Problem. Read the data below. Every line holding the string "graph" must be copied.

─── Supplied records ───

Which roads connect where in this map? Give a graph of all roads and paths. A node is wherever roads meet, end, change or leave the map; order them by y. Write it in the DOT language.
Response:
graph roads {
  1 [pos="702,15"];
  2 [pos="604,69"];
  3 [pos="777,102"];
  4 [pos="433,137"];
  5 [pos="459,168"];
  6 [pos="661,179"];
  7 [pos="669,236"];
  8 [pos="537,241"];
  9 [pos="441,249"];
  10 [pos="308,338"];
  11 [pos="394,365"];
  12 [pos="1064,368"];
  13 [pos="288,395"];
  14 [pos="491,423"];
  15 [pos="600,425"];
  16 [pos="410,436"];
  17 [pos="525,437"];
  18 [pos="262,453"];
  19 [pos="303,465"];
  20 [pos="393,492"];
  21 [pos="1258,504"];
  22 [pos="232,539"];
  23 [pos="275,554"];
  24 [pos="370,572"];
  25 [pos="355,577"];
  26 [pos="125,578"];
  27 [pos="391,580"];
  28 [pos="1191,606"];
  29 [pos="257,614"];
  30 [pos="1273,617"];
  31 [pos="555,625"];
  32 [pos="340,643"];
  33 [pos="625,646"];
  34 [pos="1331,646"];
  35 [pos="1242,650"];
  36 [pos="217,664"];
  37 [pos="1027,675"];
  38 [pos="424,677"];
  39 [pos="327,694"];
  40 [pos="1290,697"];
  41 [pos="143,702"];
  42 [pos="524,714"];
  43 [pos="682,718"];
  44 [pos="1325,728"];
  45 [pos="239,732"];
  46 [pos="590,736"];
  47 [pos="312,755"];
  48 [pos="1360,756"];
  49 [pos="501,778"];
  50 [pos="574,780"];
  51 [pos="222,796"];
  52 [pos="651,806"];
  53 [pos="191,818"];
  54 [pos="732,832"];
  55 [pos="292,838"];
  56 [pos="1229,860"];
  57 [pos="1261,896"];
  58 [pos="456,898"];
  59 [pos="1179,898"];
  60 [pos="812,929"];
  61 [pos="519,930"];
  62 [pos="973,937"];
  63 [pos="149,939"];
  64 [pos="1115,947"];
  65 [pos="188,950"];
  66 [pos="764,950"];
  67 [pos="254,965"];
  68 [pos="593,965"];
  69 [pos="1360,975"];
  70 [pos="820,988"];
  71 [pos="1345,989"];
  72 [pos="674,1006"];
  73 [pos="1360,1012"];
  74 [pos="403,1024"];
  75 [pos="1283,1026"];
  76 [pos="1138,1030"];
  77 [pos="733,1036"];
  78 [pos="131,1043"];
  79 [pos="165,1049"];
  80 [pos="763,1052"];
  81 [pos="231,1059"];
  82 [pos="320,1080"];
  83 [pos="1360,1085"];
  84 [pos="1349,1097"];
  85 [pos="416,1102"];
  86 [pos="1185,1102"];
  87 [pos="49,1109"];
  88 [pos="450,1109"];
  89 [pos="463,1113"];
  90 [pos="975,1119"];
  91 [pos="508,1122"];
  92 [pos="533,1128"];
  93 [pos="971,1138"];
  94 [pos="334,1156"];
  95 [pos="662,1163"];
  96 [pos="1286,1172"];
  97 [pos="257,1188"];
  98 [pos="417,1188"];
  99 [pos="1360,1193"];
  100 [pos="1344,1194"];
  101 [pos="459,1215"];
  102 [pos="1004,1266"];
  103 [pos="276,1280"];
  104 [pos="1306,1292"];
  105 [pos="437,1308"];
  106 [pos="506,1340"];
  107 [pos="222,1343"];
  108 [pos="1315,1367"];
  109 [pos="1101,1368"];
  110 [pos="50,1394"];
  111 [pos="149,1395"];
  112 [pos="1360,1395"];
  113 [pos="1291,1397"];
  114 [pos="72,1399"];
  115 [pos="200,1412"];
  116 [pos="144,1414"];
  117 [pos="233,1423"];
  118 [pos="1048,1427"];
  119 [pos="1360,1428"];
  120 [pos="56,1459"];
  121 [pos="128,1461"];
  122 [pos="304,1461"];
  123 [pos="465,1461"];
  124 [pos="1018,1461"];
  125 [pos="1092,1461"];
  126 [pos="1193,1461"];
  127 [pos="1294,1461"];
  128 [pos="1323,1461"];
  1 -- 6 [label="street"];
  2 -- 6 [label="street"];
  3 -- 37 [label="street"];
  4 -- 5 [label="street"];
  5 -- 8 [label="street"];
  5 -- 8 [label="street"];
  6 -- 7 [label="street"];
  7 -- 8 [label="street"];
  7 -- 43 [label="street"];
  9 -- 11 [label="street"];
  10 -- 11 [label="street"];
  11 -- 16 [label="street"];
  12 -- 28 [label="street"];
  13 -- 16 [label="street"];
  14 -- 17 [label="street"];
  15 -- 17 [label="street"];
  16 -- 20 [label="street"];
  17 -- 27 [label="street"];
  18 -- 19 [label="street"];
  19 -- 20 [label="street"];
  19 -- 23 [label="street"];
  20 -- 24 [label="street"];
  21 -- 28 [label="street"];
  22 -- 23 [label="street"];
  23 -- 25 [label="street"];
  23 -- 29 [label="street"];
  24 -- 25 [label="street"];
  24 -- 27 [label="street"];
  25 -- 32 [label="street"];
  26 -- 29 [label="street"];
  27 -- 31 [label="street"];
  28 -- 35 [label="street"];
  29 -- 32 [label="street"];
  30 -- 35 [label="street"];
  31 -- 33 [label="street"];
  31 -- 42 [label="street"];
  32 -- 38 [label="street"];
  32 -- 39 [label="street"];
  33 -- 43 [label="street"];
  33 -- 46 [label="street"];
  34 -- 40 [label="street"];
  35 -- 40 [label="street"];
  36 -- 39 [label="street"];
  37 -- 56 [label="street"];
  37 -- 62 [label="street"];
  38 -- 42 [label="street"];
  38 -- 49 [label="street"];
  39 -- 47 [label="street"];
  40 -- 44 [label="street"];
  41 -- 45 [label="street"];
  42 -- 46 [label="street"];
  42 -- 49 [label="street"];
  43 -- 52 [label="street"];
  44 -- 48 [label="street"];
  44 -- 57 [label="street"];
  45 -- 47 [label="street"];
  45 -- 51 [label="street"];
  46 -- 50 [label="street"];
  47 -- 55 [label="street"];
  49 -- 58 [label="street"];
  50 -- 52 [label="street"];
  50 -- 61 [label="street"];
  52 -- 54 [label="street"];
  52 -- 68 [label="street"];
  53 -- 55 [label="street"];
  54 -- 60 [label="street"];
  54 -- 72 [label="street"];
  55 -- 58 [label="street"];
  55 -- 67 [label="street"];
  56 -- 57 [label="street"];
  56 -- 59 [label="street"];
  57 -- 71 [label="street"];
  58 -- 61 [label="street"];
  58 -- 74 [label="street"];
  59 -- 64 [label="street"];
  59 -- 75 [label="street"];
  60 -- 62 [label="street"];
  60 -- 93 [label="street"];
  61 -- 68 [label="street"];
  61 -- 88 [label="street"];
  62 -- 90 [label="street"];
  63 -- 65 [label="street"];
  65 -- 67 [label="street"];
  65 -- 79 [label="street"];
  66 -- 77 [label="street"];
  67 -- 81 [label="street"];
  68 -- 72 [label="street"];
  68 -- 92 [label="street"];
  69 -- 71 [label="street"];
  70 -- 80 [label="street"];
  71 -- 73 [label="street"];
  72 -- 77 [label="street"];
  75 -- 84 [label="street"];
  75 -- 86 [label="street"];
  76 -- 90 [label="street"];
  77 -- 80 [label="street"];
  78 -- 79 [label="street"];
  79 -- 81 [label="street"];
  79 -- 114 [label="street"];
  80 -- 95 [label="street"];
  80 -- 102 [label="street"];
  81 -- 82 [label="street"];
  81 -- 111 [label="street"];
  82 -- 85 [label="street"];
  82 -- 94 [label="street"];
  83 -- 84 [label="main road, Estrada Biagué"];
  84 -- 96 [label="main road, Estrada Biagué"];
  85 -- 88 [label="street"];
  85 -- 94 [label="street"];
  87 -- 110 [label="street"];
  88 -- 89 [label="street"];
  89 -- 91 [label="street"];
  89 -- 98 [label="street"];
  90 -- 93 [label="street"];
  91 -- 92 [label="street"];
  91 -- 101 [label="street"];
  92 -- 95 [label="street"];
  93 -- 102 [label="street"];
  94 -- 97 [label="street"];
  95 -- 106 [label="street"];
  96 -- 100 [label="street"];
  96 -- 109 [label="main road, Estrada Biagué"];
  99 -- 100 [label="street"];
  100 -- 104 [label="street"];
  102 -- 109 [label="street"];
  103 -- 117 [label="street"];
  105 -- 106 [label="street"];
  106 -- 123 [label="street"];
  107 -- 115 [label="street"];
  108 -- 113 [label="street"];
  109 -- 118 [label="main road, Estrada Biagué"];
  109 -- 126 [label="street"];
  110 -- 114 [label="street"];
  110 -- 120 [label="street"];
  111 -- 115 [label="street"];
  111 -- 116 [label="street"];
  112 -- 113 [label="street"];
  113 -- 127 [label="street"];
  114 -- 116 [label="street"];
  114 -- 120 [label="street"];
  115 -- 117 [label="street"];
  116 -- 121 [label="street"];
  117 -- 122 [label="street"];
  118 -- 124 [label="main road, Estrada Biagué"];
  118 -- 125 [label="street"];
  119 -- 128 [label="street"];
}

───

Answer section.
Which roads connect where in this map? Give a graph of all roads and paths. A node is wherever roads meet, end, change or leave the map; order them by y. Write it in the DOT language.
graph roads {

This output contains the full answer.